**ASSIGNMENT**
Each line of the data below must be reproduced without any change.

**INPUT**
⟨

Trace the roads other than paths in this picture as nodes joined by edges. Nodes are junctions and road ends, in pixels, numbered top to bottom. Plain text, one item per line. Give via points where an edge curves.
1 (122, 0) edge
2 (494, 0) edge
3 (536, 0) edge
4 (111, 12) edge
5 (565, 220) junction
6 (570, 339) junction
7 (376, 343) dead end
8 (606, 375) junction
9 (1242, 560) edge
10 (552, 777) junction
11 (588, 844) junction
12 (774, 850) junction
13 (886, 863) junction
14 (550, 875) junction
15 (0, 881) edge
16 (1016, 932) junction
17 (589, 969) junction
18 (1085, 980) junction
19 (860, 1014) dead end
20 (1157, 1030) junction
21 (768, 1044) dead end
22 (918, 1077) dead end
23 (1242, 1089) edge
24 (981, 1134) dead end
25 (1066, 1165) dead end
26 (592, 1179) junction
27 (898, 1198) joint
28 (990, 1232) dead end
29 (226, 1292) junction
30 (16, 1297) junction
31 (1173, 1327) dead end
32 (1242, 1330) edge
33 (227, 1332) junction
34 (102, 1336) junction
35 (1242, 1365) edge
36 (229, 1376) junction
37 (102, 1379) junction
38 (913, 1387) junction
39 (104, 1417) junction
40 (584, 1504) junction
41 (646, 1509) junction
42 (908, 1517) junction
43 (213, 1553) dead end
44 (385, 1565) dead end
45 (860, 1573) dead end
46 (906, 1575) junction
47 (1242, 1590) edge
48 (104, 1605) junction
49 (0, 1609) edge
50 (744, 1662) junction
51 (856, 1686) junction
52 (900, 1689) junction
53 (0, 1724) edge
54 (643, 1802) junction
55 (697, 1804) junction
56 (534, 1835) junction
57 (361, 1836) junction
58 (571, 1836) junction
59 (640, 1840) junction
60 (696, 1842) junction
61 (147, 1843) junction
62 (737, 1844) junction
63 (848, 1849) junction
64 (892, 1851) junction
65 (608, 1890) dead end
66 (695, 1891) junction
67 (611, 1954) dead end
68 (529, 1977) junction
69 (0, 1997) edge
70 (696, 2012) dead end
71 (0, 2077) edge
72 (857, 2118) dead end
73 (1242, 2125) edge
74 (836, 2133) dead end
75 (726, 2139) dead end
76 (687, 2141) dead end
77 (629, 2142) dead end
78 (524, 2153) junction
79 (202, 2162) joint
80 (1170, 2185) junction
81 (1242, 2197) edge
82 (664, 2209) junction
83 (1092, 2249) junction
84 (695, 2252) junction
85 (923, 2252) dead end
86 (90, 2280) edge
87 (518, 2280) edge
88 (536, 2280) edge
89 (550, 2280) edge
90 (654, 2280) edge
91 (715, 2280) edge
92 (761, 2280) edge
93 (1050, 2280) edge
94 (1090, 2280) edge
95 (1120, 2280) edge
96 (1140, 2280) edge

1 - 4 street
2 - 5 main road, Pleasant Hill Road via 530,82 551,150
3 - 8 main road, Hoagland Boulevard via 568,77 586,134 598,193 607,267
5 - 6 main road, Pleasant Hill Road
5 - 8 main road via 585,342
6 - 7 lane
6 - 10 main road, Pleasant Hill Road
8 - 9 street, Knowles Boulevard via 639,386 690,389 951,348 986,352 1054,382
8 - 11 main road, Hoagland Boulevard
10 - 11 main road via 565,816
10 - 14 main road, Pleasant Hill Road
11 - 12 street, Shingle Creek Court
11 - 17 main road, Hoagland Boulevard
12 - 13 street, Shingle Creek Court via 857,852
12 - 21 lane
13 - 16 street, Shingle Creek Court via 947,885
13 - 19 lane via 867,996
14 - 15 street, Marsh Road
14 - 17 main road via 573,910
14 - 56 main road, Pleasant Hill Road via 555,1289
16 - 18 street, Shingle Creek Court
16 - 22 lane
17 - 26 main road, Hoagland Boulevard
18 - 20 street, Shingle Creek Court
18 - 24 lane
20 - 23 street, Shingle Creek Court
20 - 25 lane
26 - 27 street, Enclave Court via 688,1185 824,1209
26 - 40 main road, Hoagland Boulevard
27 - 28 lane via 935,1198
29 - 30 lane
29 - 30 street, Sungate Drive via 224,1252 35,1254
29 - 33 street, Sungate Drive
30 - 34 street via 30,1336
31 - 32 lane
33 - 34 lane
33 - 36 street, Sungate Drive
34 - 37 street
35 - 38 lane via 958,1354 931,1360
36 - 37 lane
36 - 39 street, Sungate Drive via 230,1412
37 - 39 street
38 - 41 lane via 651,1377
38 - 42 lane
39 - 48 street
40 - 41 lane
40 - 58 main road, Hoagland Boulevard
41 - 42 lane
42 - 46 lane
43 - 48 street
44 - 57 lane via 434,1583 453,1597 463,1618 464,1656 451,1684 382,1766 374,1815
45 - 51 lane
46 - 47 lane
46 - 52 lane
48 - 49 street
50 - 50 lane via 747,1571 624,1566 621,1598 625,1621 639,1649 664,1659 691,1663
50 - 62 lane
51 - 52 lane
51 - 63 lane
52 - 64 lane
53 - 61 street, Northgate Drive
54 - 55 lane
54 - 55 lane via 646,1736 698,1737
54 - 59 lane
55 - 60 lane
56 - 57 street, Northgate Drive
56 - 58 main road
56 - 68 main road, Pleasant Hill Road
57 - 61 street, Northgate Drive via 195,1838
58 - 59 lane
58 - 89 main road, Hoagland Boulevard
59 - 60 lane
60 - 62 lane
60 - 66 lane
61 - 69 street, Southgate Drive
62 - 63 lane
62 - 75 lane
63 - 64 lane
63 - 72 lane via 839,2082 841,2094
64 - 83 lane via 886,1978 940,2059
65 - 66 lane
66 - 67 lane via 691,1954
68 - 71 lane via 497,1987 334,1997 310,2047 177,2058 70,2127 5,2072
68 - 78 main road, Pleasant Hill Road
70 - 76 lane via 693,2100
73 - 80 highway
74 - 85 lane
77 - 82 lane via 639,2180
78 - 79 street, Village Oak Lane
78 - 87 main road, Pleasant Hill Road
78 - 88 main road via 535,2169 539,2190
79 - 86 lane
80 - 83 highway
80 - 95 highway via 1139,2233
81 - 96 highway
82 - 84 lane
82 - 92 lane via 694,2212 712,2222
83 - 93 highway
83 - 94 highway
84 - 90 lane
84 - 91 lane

⟩

**REPLY**
Trace the roads other than paths in this picture as nodes joined by edges. Nodes are junctions and road ends, in pixels, numbered top to bottom. Plain text, one item per line. Give via points where an edge curves.
1 (122, 0) edge
2 (494, 0) edge
3 (536, 0) edge
4 (111, 12) edge
5 (565, 220) junction
6 (570, 339) junction
7 (376, 343) dead end
8 (606, 375) junction
9 (1242, 560) edge
10 (552, 777) junction
11 (588, 844) junction
12 (774, 850) junction
13 (886, 863) junction
14 (550, 875) junction
15 (0, 881) edge
16 (1016, 932) junction
17 (589, 969) junction
18 (1085, 980) junction
19 (860, 1014) dead end
20 (1157, 1030) junction
21 (768, 1044) dead end
22 (918, 1077) dead end
23 (1242, 1089) edge
24 (981, 1134) dead end
25 (1066, 1165) dead end
26 (592, 1179) junction
27 (898, 1198) joint
28 (990, 1232) dead end
29 (226, 1292) junction
30 (16, 1297) junction
31 (1173, 1327) dead end
32 (1242, 1330) edge
33 (227, 1332) junction
34 (102, 1336) junction
35 (1242, 1365) edge
36 (229, 1376) junction
37 (102, 1379) junction
38 (913, 1387) junction
39 (104, 1417) junction
40 (584, 1504) junction
41 (646, 1509) junction
42 (908, 1517) junction
43 (213, 1553) dead end
44 (385, 1565) dead end
45 (860, 1573) dead end
46 (906, 1575) junction
47 (1242, 1590) edge
48 (104, 1605) junction
49 (0, 1609) edge
50 (744, 1662) junction
51 (856, 1686) junction
52 (900, 1689) junction
53 (0, 1724) edge
54 (643, 1802) junction
55 (697, 1804) junction
56 (534, 1835) junction
57 (361, 1836) junction
58 (571, 1836) junction
59 (640, 1840) junction
60 (696, 1842) junction
61 (147, 1843) junction
62 (737, 1844) junction
63 (848, 1849) junction
64 (892, 1851) junction
65 (608, 1890) dead end
66 (695, 1891) junction
67 (611, 1954) dead end
68 (529, 1977) junction
69 (0, 1997) edge
70 (696, 2012) dead end
71 (0, 2077) edge
72 (857, 2118) dead end
73 (1242, 2125) edge
74 (836, 2133) dead end
75 (726, 2139) dead end
76 (687, 2141) dead end
77 (629, 2142) dead end
78 (524, 2153) junction
79 (202, 2162) joint
80 (1170, 2185) junction
81 (1242, 2197) edge
82 (664, 2209) junction
83 (1092, 2249) junction
84 (695, 2252) junction
85 (923, 2252) dead end
86 (90, 2280) edge
87 (518, 2280) edge
88 (536, 2280) edge
89 (550, 2280) edge
90 (654, 2280) edge
91 (715, 2280) edge
92 (761, 2280) edge
93 (1050, 2280) edge
94 (1090, 2280) edge
95 (1120, 2280) edge
96 (1140, 2280) edge

1 - 4 street
2 - 5 main road, Pleasant Hill Road via 530,82 551,150
3 - 8 main road, Hoagland Boulevard via 568,77 586,134 598,193 607,267
5 - 6 main road, Pleasant Hill Road
5 - 8 main road via 585,342
6 - 7 lane
6 - 10 main road, Pleasant Hill Road
8 - 9 street, Knowles Boulevard via 639,386 690,389 951,348 986,352 1054,382
8 - 11 main road, Hoagland Boulevard
10 - 11 main road via 565,816
10 - 14 main road, Pleasant Hill Road
11 - 12 street, Shingle Creek Court
11 - 17 main road, Hoagland Boulevard
12 - 13 street, Shingle Creek Court via 857,852
12 - 21 lane
13 - 16 street, Shingle Creek Court via 947,885
13 - 19 lane via 867,996
14 - 15 street, Marsh Road
14 - 17 main road via 573,910
14 - 56 main road, Pleasant Hill Road via 555,1289
16 - 18 street, Shingle Creek Court
16 - 22 lane
17 - 26 main road, Hoagland Boulevard
18 - 20 street, Shingle Creek Court
18 - 24 lane
20 - 23 street, Shingle Creek Court
20 - 25 lane
26 - 27 street, Enclave Court via 688,1185 824,1209
26 - 40 main road, Hoagland Boulevard
27 - 28 lane via 935,1198
29 - 30 lane
29 - 30 street, Sungate Drive via 224,1252 35,1254
29 - 33 street, Sungate Drive
30 - 34 street via 30,1336
31 - 32 lane
33 - 34 lane
33 - 36 street, Sungate Drive
34 - 37 street
35 - 38 lane via 958,1354 931,1360
36 - 37 lane
36 - 39 street, Sungate Drive via 230,1412
37 - 39 street
38 - 41 lane via 651,1377
38 - 42 lane
39 - 48 street
40 - 41 lane
40 - 58 main road, Hoagland Boulevard
41 - 42 lane
42 - 46 lane
43 - 48 street
44 - 57 lane via 434,1583 453,1597 463,1618 464,1656 451,1684 382,1766 374,1815
45 - 51 lane
46 - 47 lane
46 - 52 lane
48 - 49 street
50 - 50 lane via 747,1571 624,1566 621,1598 625,1621 639,1649 664,1659 691,1663
50 - 62 lane
51 - 52 lane
51 - 63 lane
52 - 64 lane
53 - 61 street, Northgate Drive
54 - 55 lane
54 - 55 lane via 646,1736 698,1737
54 - 59 lane
55 - 60 lane
56 - 57 street, Northgate Drive
56 - 58 main road
56 - 68 main road, Pleasant Hill Road
57 - 61 street, Northgate Drive via 195,1838
58 - 59 lane
58 - 89 main road, Hoagland Boulevard
59 - 60 lane
60 - 62 lane
60 - 66 lane
61 - 69 street, Southgate Drive
62 - 63 lane
62 - 75 lane
63 - 64 lane
63 - 72 lane via 839,2082 841,2094
64 - 83 lane via 886,1978 940,2059
65 - 66 lane
66 - 67 lane via 691,1954
68 - 71 lane via 497,1987 334,1997 310,2047 177,2058 70,2127 5,2072
68 - 78 main road, Pleasant Hill Road
70 - 76 lane via 693,2100
73 - 80 highway
74 - 85 lane
77 - 82 lane via 639,2180
78 - 79 street, Village Oak Lane
78 - 87 main road, Pleasant Hill Road
78 - 88 main road via 535,2169 539,2190
79 - 86 lane
80 - 83 highway
80 - 95 highway via 1139,2233
81 - 96 highway
82 - 84 lane
82 - 92 lane via 694,2212 712,2222
83 - 93 highway
83 - 94 highway
84 - 90 lane
84 - 91 lane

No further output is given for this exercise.